Does it get more adorable than this little parrot? Like a baby would, Oscar-Wood, my Un-Cape parrot (Poicephalus fuscicollis), pacifies himself. An infant will suck on a finger or a pacifier (dummy in British English). Oscar-Wood sucks on a bit of wood he breaks off, and tickles his head and neck with pink, dexterous, hand-like claws, at the same time. He will fold one magical toe over the other three to create an ideal tickling implement. (Click on images to enlarge.)
I’ve tried to Google about the remarkable claw-eye-beak (“fine motor”?) coordination displayed by the parrot (watch this genius macaw), but can’t find much. (Help? Here is The Smart Bird Page, more anecdotal and amusing than scientific.) When I first became a parront, I was unaware of the remarkable claw- structure and dexterity the parrot possesses. Unlike most ordinary birds who have one back- and three front claws , the parrot has two in front and two at the back. These he cups when he eats, as the parrot will delicately hold a piece of food in his claw and pick at it with his beak. The parrot will also use these delicate appendages to manipulate objects. For example, Oscar-Wood stabilizes this barrel-of-fun with his pink claws, and then uses his mother-of-pearl beak to twist the thing in the right direction and then pull the barrel to pry a nut from within.
The human being’s fantastic facility with his digits is one indication of his great intelligence. In addition to their hand-like structure, the parrot’s claws, similarly, are huge in proportion to his little body—approximately a fifth of the size of his body when stretched out. This relationship is surely mirrored in the area given over in the parrot’s brain to the claws.
As I’ve reported here before, there has been good, if not sufficient, research into the great intelligence of the parrot, especially of the African Grey (who easily trumps the primates).
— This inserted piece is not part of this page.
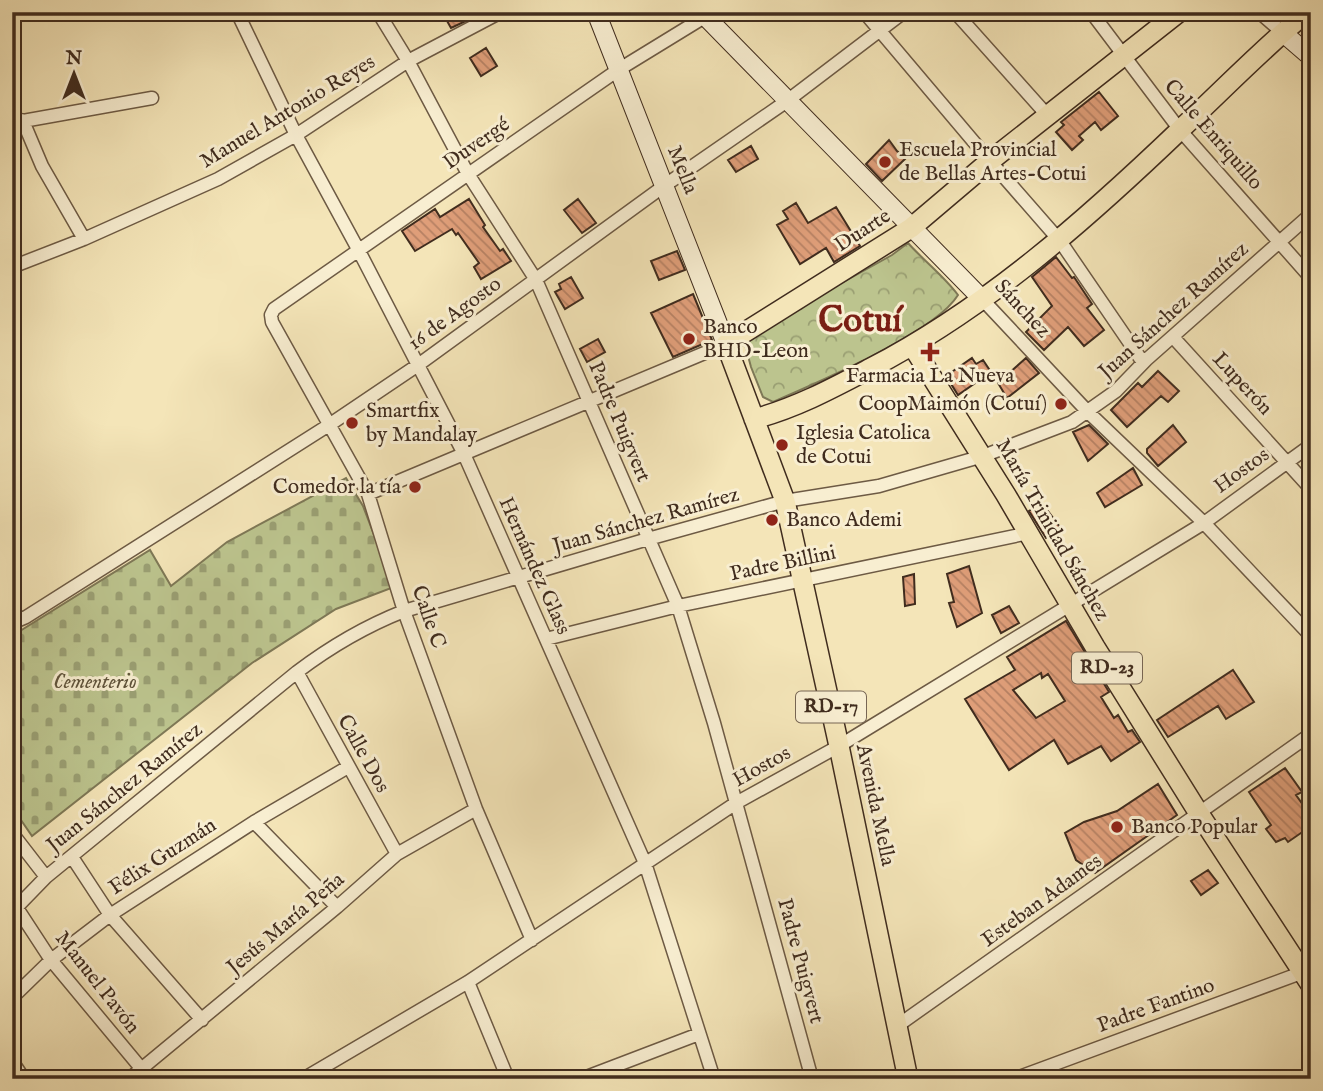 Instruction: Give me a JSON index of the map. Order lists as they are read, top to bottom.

But I have not seen specifics about the adroit claws that so fascinate me.
So too are the language-acquisition skills of the parrot remarkable. Human beings have often, conveniently, explained the parrot’s speech as pure mimicry. Just as a child would, however, the parrot absorbs the language he is capable of acquiring through imitation, behavioral conditioning, reinforcement, all in context. As is the case with toddlers, the orphaned parrot (who has been in a shop or shelter for too long) will have often missed the crucial, optimal period during which language is learned. I find that Oscar-Wood, who spent the first 4 years of life in a shop, caged, mostly, has fewer language skills than little T. Cup, who arrived in our home as a 7 month old baby. T. Cup uses words in context. If I’m out of the room, he’ll call, “Mommy, mommy.” He has just learned the great benefits that come with demands for “Daddy, daddy.”
As I type, he is muttering to himself (after causing a racket by bashing his water bowel): “Stop it, stop it.” Around food time, it’s “Yummy-yummy.” When caged, he’ll emit cries of “Outside, outside.” Should T. Cup become very noisy, Oscar-Wood will scold him in his cute little voice: “Step-up, step-up,” which is the command parronts give their parrots to step-up onto them.
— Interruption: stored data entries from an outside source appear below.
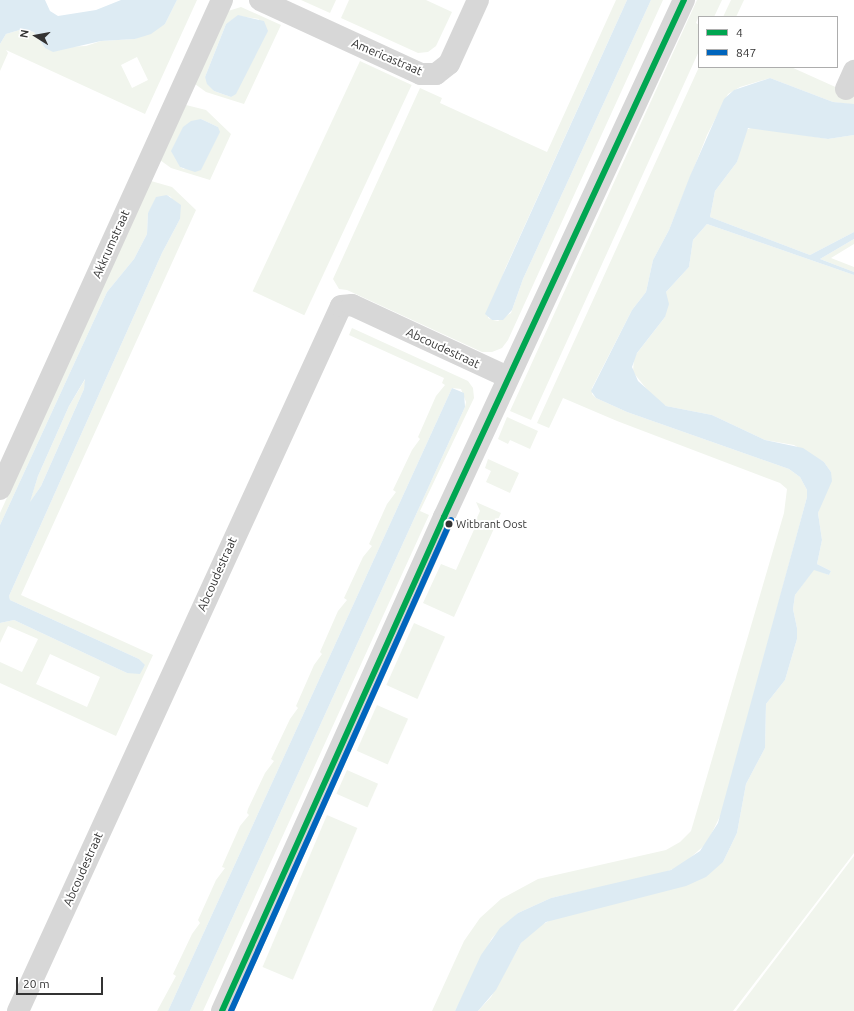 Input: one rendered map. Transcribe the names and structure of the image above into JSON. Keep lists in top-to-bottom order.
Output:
{
  "streets": {
    "street": ["Americastraat", "Akkrumstraat", "Abcoudestraat"]
  },
  "places": ["Witbrant Oost"],
  "lines": ["transit line 4", "transit line 847"],
  "legend": ["4", "847"],
  "scale_bar": "20 m",
  "north": "left"
} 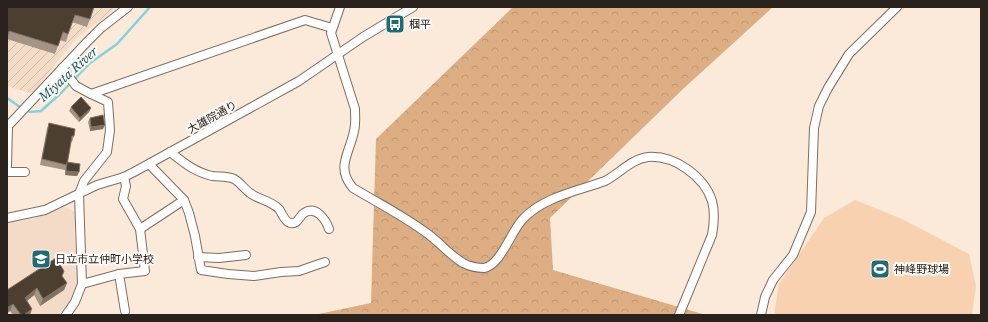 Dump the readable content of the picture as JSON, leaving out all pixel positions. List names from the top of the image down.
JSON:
{
  "streets": {
    "street": ["大雄院通り"]
  },
  "water": ["Miyata River"],
  "places": {
    "bus stop": ["椢平"],
    "school or university": ["日立市立仲町小学校"],
    "sports": ["神峰野球場"]
  }
}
Humans love to watch Disneyfied, talking dogs, pigs, spiders—all animals that DON’T TALK, and have very few human attributes. Indeed, the parrot is the most proper object of Anthropomorphism.
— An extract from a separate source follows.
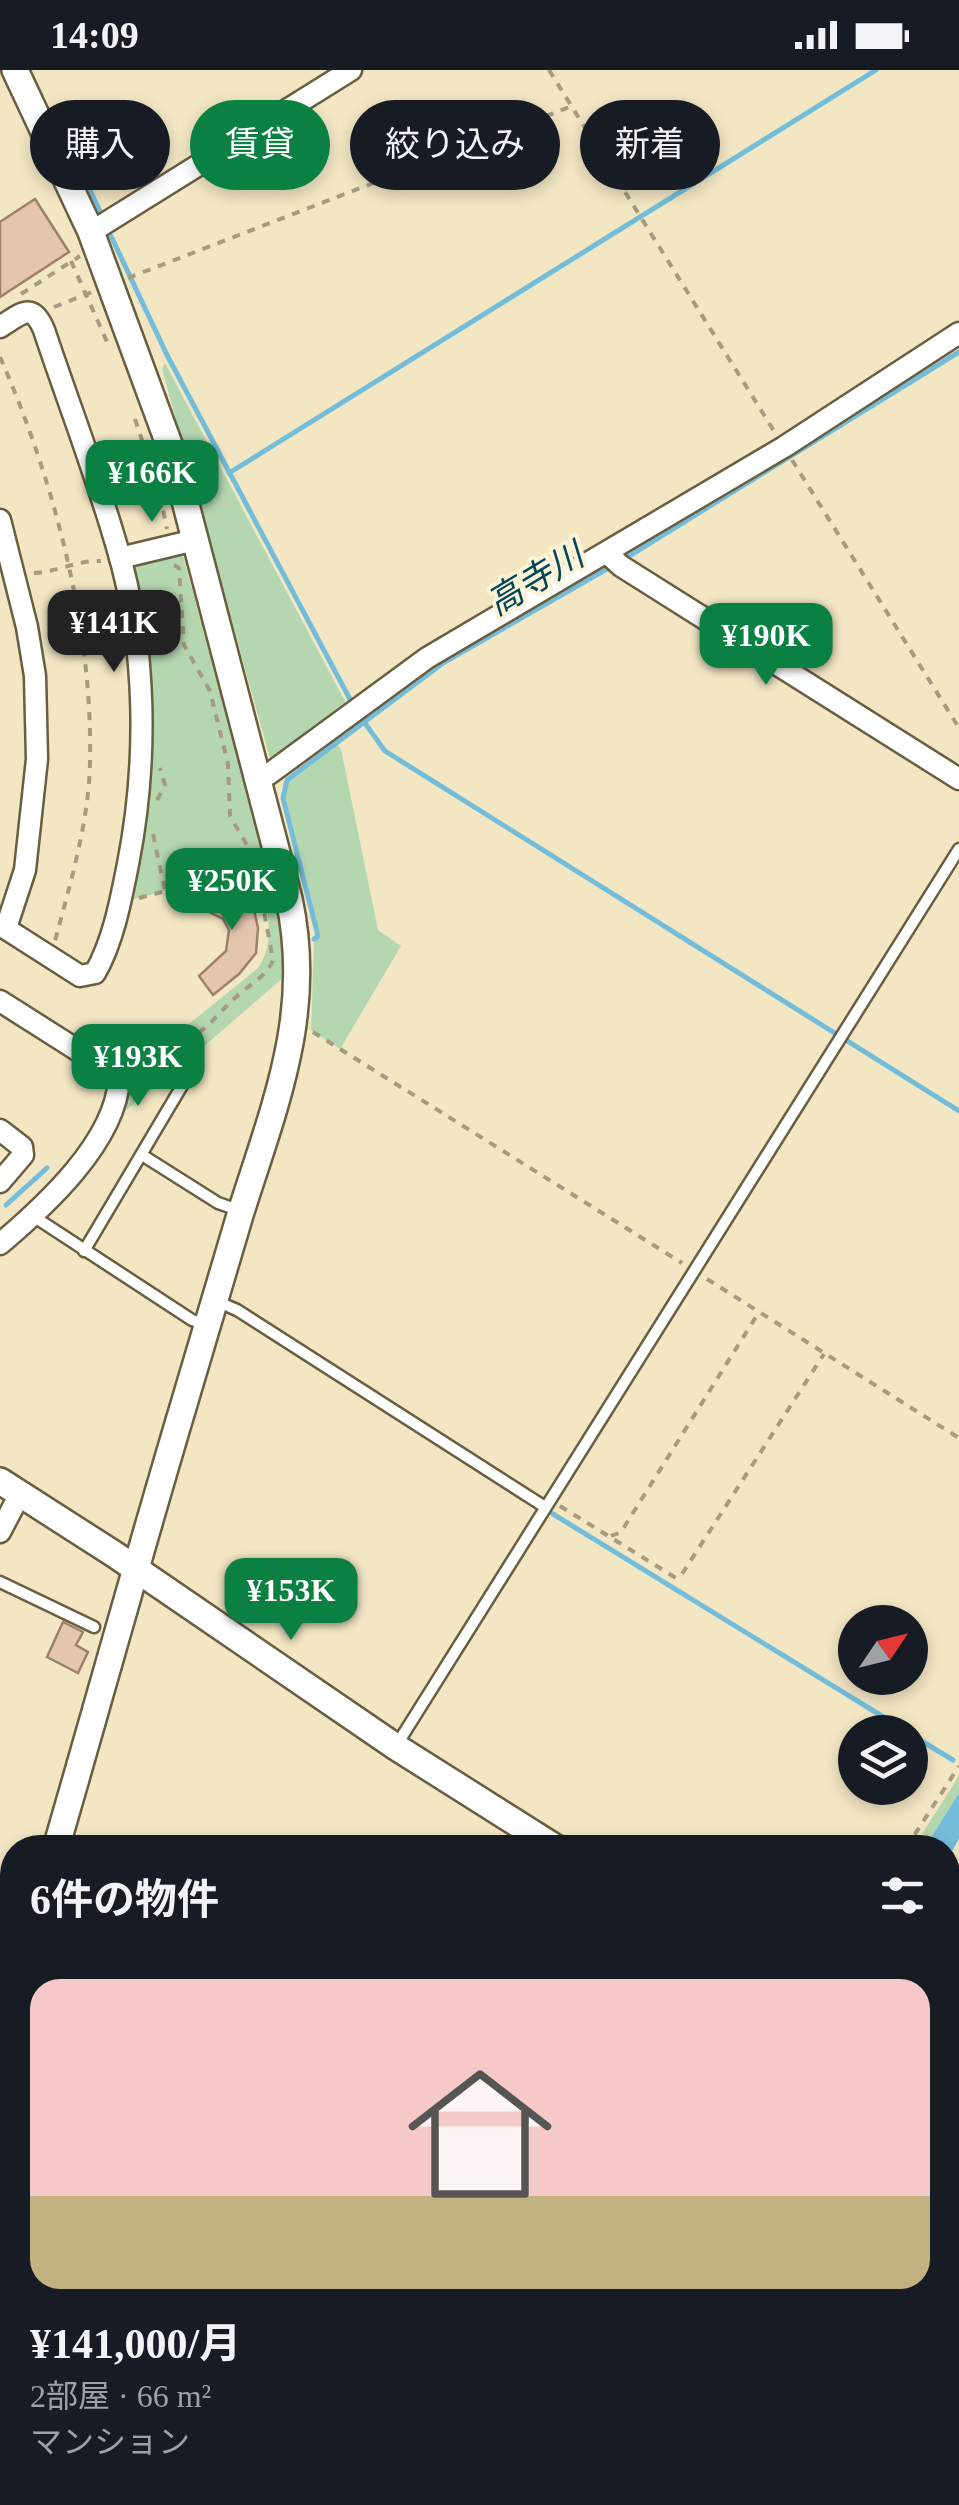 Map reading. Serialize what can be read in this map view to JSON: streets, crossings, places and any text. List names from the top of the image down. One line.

However—and I know I’ll anger the wonderful woman bird-breeder who sold us these two characters—I don’t think parrots are suitable pets for most people. They are far too labor-intense, needy, sensitive and sentient. A constantly caged, lonely, unattended parrot will immediately become a “problem bird” (the owner being the real problem), who will soon be the object of abuse.
I am oh-so-very fortunate to work from home. Thus, my parrots are seldom caged; talk to me constantly, and have a flock-like arrangement with us. Cage these social creatures and deny them the one-on-one bond formation their biological blue-print dictates—and you have a tragic, depressed, feather-denuded little bird.
Think about it: Many parrots pair for life, create creches in which they raise their young; and when a Hyacinth Macaw, for example, loses a partner, the widow/widower is then adopted by an intact pair. This rather advanced social life precludes adaptation to a lonely, caged existence.